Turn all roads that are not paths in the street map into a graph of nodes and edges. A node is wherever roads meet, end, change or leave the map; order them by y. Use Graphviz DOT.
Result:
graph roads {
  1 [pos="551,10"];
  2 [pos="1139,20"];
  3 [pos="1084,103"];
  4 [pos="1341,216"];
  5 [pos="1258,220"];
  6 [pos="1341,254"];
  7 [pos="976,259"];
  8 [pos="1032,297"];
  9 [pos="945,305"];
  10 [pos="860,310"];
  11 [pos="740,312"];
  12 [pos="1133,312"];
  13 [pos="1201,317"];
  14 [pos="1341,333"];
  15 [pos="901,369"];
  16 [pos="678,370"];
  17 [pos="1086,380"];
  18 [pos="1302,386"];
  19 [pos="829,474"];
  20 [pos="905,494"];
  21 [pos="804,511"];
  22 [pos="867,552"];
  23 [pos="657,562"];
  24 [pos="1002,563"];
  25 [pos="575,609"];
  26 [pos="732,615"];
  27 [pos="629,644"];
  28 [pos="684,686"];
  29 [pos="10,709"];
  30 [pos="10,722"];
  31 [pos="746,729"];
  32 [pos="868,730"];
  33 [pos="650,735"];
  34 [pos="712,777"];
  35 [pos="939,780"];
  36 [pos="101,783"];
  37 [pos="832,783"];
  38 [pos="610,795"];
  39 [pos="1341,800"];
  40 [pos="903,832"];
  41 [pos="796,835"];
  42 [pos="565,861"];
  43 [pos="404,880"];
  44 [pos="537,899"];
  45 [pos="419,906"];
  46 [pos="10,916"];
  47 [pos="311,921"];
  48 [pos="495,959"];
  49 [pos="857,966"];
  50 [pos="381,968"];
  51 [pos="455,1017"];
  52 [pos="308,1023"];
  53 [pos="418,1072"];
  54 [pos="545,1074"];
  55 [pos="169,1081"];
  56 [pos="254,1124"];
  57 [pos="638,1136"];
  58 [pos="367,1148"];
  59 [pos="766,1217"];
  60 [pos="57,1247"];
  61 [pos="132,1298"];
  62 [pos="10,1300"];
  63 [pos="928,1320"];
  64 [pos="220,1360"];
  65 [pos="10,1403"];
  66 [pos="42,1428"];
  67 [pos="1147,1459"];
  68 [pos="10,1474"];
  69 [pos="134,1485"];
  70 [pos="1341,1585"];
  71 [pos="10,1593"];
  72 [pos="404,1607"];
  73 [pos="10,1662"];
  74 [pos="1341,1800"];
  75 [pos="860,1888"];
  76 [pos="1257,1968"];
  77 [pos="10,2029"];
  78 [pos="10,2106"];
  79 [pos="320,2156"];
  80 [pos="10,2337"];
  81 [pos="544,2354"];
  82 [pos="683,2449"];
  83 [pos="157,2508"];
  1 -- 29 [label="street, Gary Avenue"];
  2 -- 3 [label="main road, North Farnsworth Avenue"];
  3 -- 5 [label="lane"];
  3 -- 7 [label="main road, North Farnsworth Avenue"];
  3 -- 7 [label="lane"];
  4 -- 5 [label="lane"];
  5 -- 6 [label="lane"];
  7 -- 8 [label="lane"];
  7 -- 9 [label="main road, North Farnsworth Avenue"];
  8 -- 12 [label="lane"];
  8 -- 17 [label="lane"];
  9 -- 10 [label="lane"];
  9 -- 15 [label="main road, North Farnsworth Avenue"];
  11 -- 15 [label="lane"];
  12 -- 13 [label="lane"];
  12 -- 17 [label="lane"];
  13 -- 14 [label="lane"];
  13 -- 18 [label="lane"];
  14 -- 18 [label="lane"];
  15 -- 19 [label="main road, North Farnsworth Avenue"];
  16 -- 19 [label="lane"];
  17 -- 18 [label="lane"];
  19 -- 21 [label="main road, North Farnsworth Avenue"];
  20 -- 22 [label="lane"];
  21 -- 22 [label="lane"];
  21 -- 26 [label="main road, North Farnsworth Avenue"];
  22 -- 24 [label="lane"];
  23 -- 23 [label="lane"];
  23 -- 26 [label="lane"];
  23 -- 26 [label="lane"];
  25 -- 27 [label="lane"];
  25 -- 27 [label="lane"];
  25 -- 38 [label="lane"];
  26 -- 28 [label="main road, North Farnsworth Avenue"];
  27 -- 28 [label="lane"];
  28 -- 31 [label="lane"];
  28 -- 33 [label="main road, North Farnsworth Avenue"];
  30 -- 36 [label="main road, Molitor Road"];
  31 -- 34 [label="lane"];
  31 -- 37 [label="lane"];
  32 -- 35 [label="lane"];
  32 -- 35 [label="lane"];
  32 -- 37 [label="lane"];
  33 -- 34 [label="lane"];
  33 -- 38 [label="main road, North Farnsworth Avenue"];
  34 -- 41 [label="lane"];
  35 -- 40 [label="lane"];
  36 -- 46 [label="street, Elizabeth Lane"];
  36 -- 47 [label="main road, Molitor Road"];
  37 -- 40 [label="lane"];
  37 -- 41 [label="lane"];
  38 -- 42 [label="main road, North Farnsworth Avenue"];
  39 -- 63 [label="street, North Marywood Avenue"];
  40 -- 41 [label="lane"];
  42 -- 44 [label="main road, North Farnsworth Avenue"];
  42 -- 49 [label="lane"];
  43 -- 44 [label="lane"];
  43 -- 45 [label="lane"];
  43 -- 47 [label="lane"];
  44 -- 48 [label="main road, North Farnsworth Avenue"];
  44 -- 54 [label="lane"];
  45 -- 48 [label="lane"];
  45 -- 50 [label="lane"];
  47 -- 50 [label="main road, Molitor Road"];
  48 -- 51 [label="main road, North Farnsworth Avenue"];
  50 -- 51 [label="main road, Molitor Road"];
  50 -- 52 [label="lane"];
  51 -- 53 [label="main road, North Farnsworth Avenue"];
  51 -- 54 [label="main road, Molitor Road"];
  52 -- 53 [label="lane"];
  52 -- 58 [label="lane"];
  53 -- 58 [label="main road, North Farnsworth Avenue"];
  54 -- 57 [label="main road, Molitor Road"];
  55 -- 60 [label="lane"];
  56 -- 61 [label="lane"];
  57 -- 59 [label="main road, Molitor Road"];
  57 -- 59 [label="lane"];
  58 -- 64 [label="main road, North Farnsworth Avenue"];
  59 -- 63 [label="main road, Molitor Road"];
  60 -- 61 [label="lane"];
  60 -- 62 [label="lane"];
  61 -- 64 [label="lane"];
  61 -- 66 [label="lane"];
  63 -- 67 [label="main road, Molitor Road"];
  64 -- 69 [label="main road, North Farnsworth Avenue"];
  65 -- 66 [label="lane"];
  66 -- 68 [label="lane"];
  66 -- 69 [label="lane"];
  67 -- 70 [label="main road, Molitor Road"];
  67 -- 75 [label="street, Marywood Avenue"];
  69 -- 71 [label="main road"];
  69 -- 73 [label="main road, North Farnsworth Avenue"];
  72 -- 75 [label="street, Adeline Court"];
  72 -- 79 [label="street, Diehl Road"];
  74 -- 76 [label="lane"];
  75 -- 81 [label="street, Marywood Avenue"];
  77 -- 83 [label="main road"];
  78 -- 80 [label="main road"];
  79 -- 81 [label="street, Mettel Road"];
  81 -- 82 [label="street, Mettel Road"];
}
· · · · · · ·
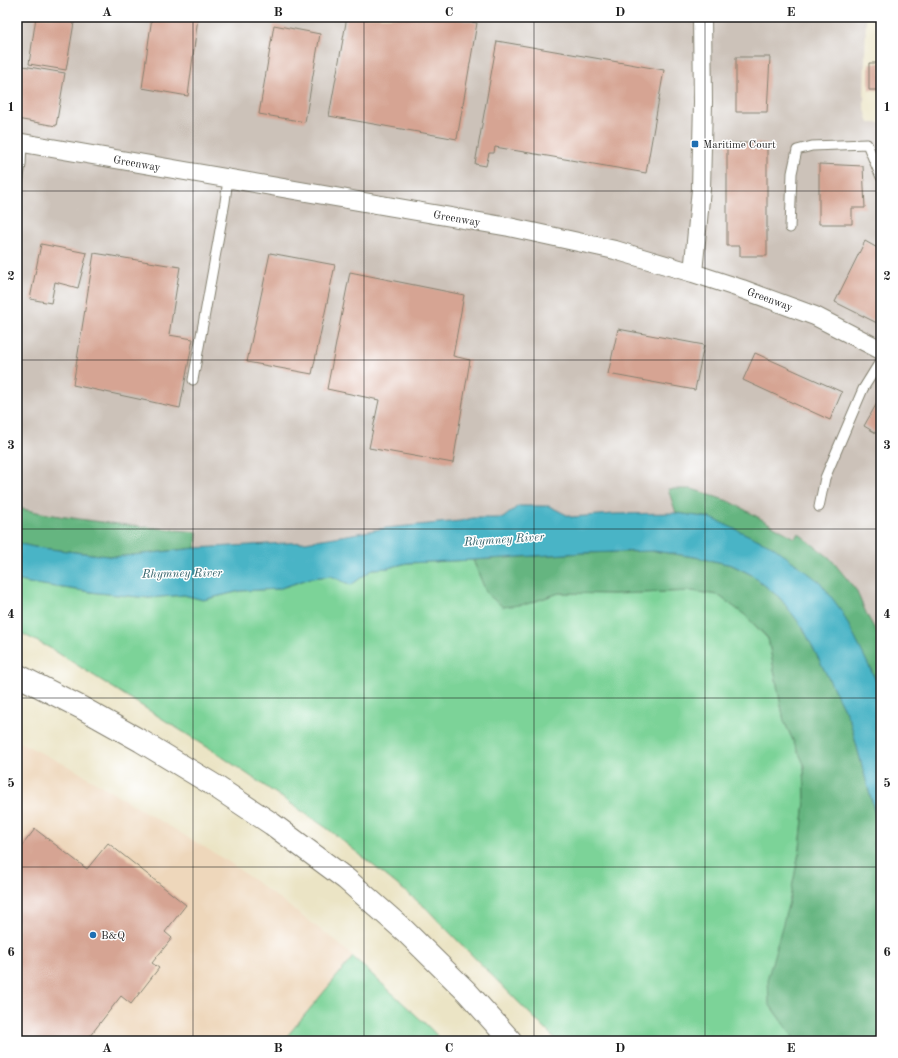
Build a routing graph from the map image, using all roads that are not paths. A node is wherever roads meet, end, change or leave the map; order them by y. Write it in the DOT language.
· · · · · · ·
• _EXERCISE PROMPT_
Where a line of the records holds the word "leave", copy that line.

• _RESPONSE BOX_
Turn all roads that are not paths in the street map into a graph of nodes and edges. A node is wherever roads meet, end, change or leave the map; order them by y. Use Graphviz DOT.
Build a routing graph from the map image, using all roads that are not paths. A node is wherever roads meet, end, change or leave the map; order them by y. Write it in the DOT language.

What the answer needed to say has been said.